H. J. Madsen1,2,5, A. Annam2,3,5, R. Harned2,3,5, T. A. Nakano2,4,5, L. O. Larroque1,2, A. M. Kulungowski1,2,5 1Children’s Hospital Colorado,Divsion Of Pediatric Surgery,Aurora, CO, USA 2Children’s Hospital Colorado,Vascular Anomalies Center,Aurora, CO, USA 3Children’s Hospital Colorado,Interventional Radiology,Aurora, CO, USA 4Children’s Hospital Colorado,Center For Cancer And Blood Disorders,Aurora, CO, USA 5University Of Colorado,School Of Medicine,Aurao, CO, USA
Introduction: Lymphatic malformations are congenital lesions that arise from errors in vascular embryogenesis. Cystic lymphatic malformations are categorized based on the size of the lymphatic channels as microcystic, macrocystic, or combined. Abdominal lymphatic malformations are rare. Surgical resection of abdominal lymphatic malformations has been the mainstay of therapy but recurrence is high. We sought to determine the effectiveness of sclerotherapy for the treatment of abdominal lymphatic malformation with regards to symptom resolution and volume reduction.
Methods: A single-center, retrospective review from 2014-2017 was conducted evaluating patients with abdominal lymphatic malformations.

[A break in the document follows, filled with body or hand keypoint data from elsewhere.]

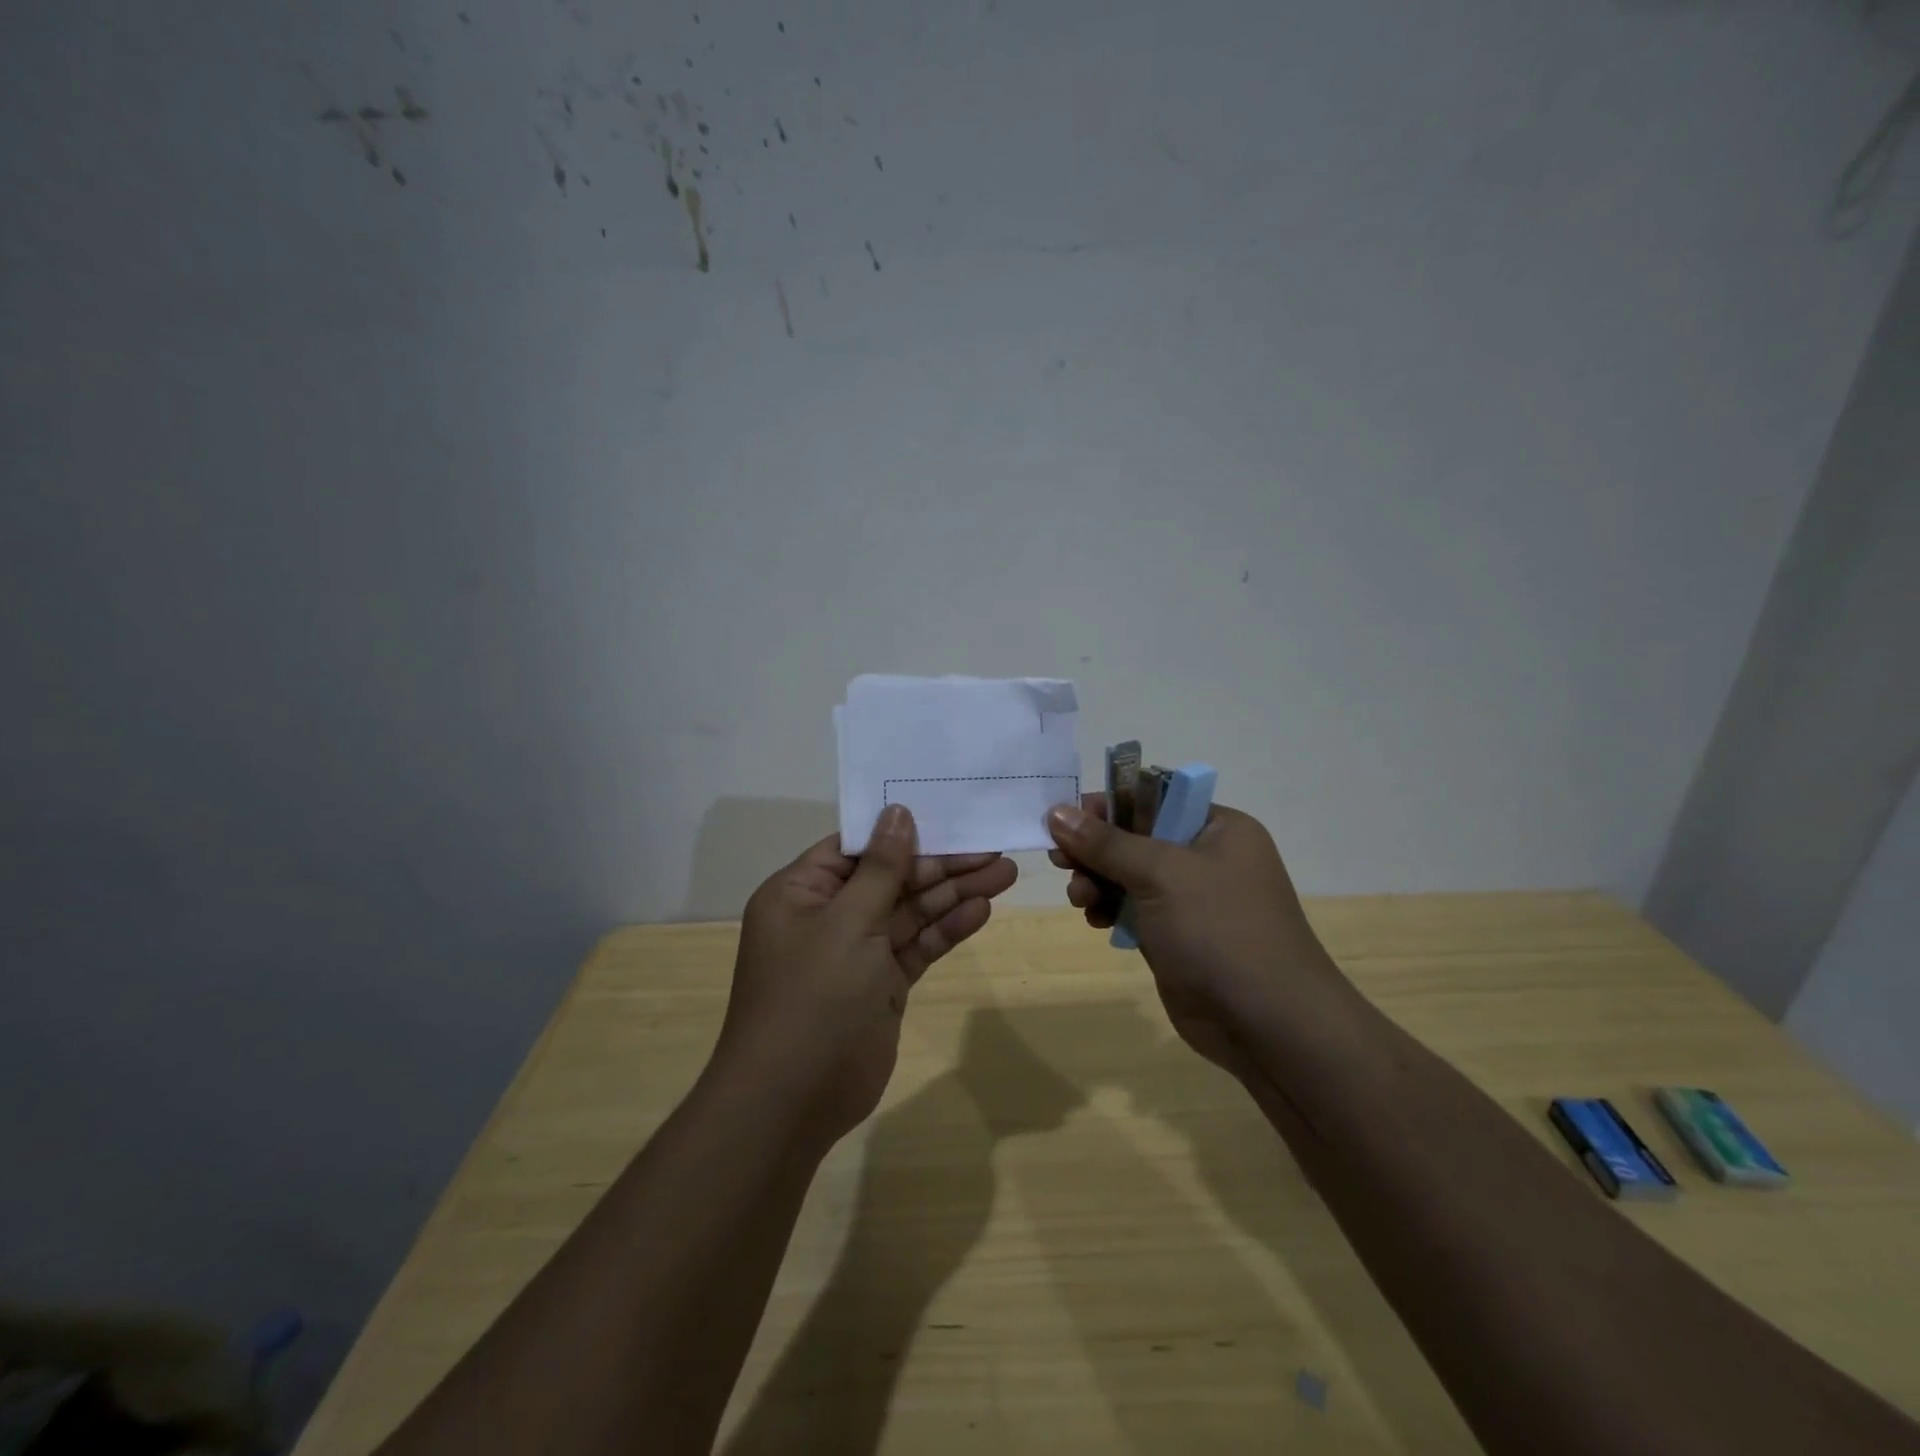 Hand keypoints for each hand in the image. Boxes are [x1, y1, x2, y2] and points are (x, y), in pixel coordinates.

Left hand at [718, 805, 1017, 1147]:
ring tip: (1004, 874)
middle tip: (994, 849)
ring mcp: (856, 952)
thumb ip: (882, 869)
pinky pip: (916, 946)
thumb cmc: (813, 996)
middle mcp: (828, 915)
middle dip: (942, 865)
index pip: (857, 847)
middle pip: (891, 877)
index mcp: (801, 891)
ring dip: (953, 894)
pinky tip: (981, 911)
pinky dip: (946, 929)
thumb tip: (897, 813)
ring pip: (910, 911)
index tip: (948, 814)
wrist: (794, 1101)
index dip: (901, 832)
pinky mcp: (881, 984)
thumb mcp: (848, 923)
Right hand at [1045, 796, 1344, 1077]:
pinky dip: (1109, 909)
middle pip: (1135, 837)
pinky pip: (1132, 909)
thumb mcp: (1161, 874)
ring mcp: (1191, 900)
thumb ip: (1106, 842)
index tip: (1064, 818)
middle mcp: (1206, 857)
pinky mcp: (1176, 936)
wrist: (1268, 1024)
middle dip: (1096, 849)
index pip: (1153, 797)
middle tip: (1060, 860)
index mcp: (1217, 828)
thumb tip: (1056, 811)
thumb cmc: (1219, 930)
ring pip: (1129, 875)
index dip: (1108, 804)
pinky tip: (1093, 919)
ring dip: (1097, 881)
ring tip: (1079, 898)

Results: Eight patients were included; 7 patients were male. Macrocystic lymphatic malformation was the predominant type (n=7); one patient had microcystic disease. The average age at time of first treatment was 6.8 years (range, 0-17 years). The most common presenting symptoms were distention (n = 7), abdominal pain (n = 6), infection (n = 2) and anemia (n = 1). Preprocedural cross-sectional imaging was performed for all patients with an average pretreatment volume of 2983.7cm3 (± 4228.6 cm3). Lymphatic malformations were accessed using ultrasonographic guidance followed by injection of opacified doxycycline. Patients were treated with a mean of 7.75 cycles (range, 2-16 cycles) of doxycycline sclerotherapy. Catheters were left in place for a median of 3 treatments (range, 1-7 treatments). Complications included: intraperitoneal extravasation of doxycycline (n = 1) and infection of the abdominal lymphatic malformation (n=1). The extravasation was managed conservatively and remained asymptomatic. The infection was treated successfully with intravenous antibiotics and drainage. One patient went on to surgical resection of the lymphatic malformation due to inability gain access to the lymphatic malformation. Postprocedural imaging was available for 87.5% (7/8) patients; one patient is awaiting posttreatment imaging. Magnetic resonance imaging was obtained after sclerotherapy for 6 patients with 83.3% (n = 5) showing resolution of the lymphatic malformation. Lymphatic malformations’ volumes decreased by 97.1% after sclerotherapy. The average remaining volume was 85.7 ± 226.7 cm3 (p = 0.07). The patient undergoing surgical resection had follow-up abdominal ultrasonography that showed no recurrence. All patients had resolution of presenting symptoms. Follow-up duration was 11.8 months (range, 6-24 months).
Conclusion: Initial results demonstrate that sclerotherapy is a safe and effective treatment for abdominal lymphatic malformations providing symptom resolution and volumetric reduction.